On meeting Shankar, I was struck by how seamlessly artistic, scientific and spiritual impulses were woven together in his approach to making. His hybrid practice seeks to merge traditional knowledge, including craft practices like weaving with contemporary techniques to create new designs that positively impact their environment. In 2014, when I invited him to spend several weeks in an urban, research-focused residency I organise in Chicago, I was especially excited to work with an artist from India who was largely uninterested in the undulations of the South Asian art market or critical praise bestowed upon artists by tastemakers from the subcontinent or from the West.

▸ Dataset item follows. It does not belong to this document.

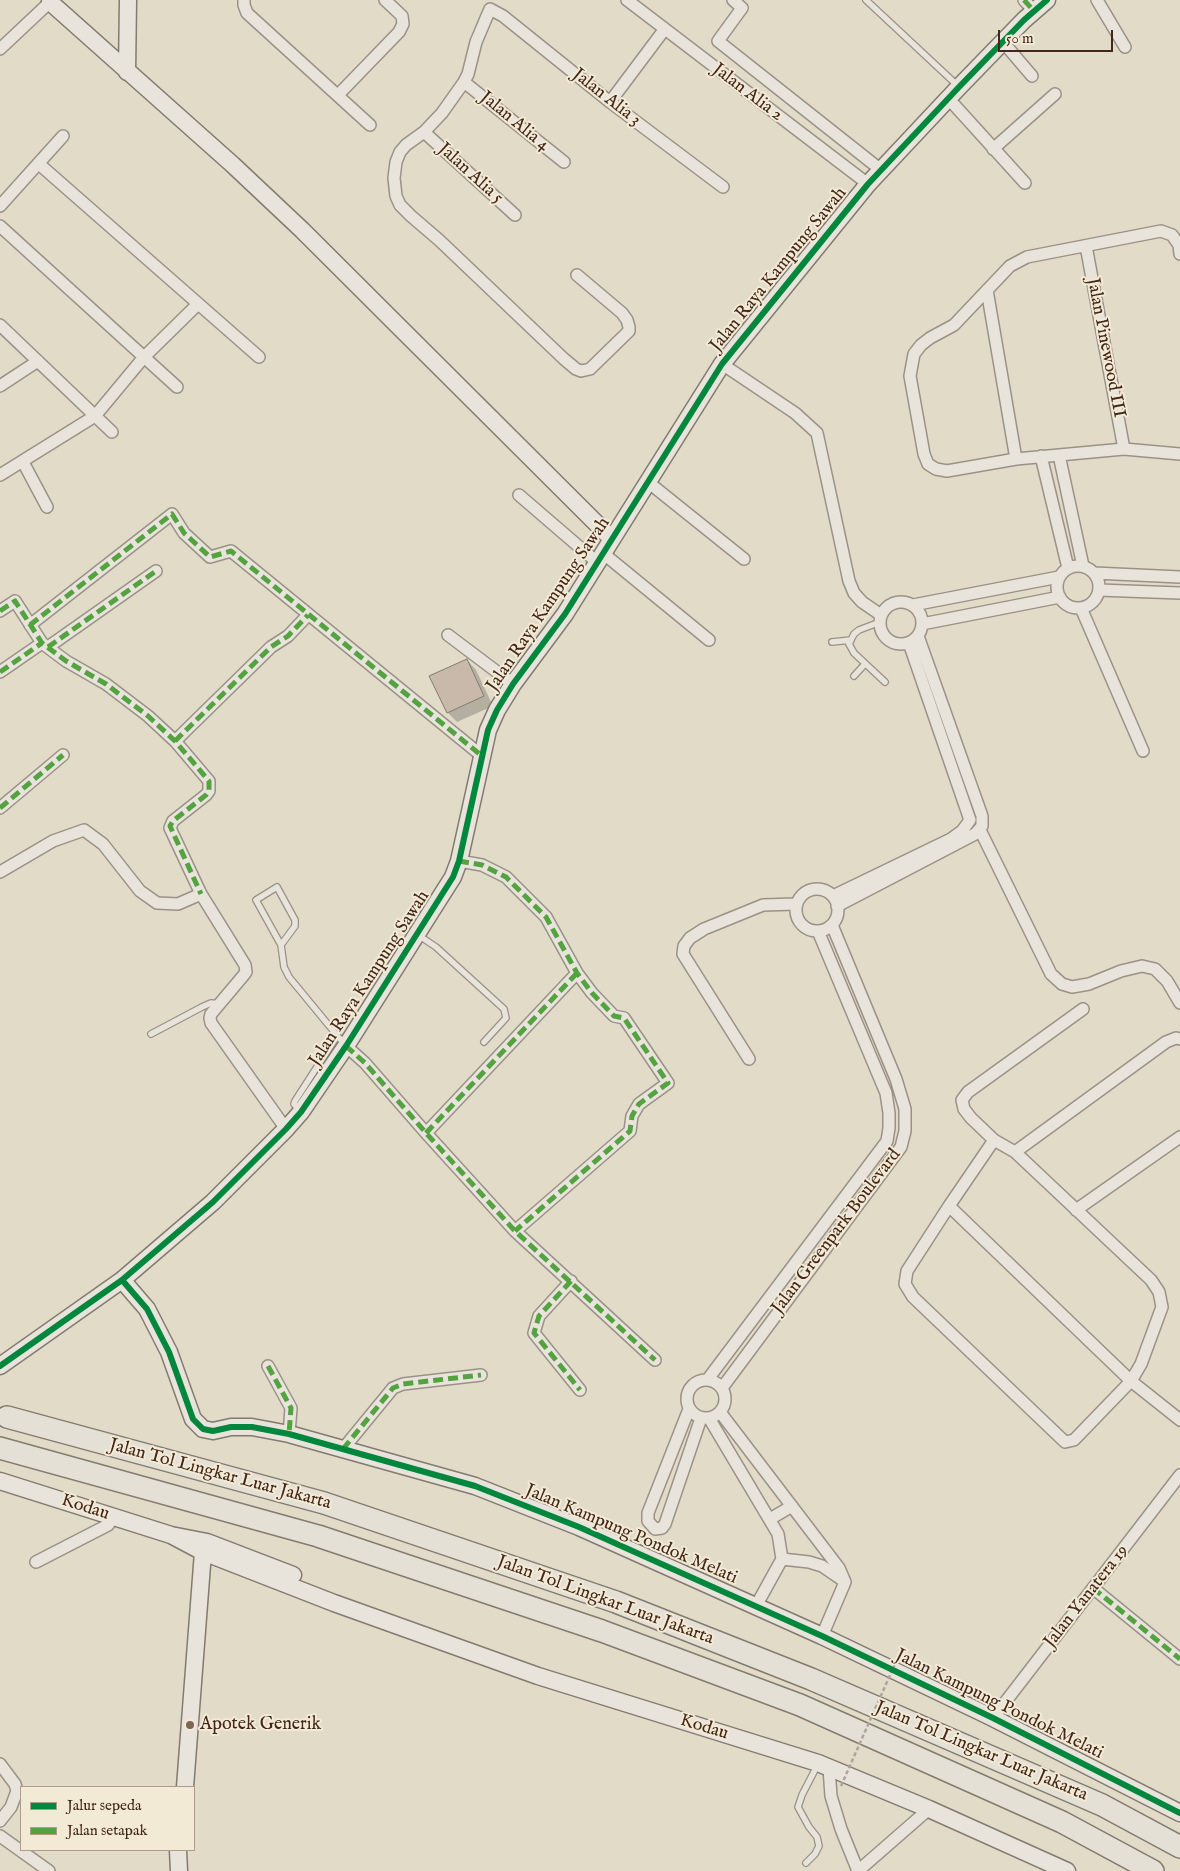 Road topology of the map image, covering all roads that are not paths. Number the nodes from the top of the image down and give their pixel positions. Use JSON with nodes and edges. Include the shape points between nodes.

Having lived in large international cities, Shankar had immediate reference points for Chicago, and during his time in residence, he re-examined his prior works seeking the potential for local grounding and relevance to this new city. At some point, he proposed a one-hundred-year project cultivating a living root bridge at the Chicago Park District, using a plant indigenous to the prairie region that could be similarly cultivated and nurtured by a community for the appreciation of a future generation. The proposition was initially met with confused amusement, some vague interest, followed by general bewilderment, then crickets.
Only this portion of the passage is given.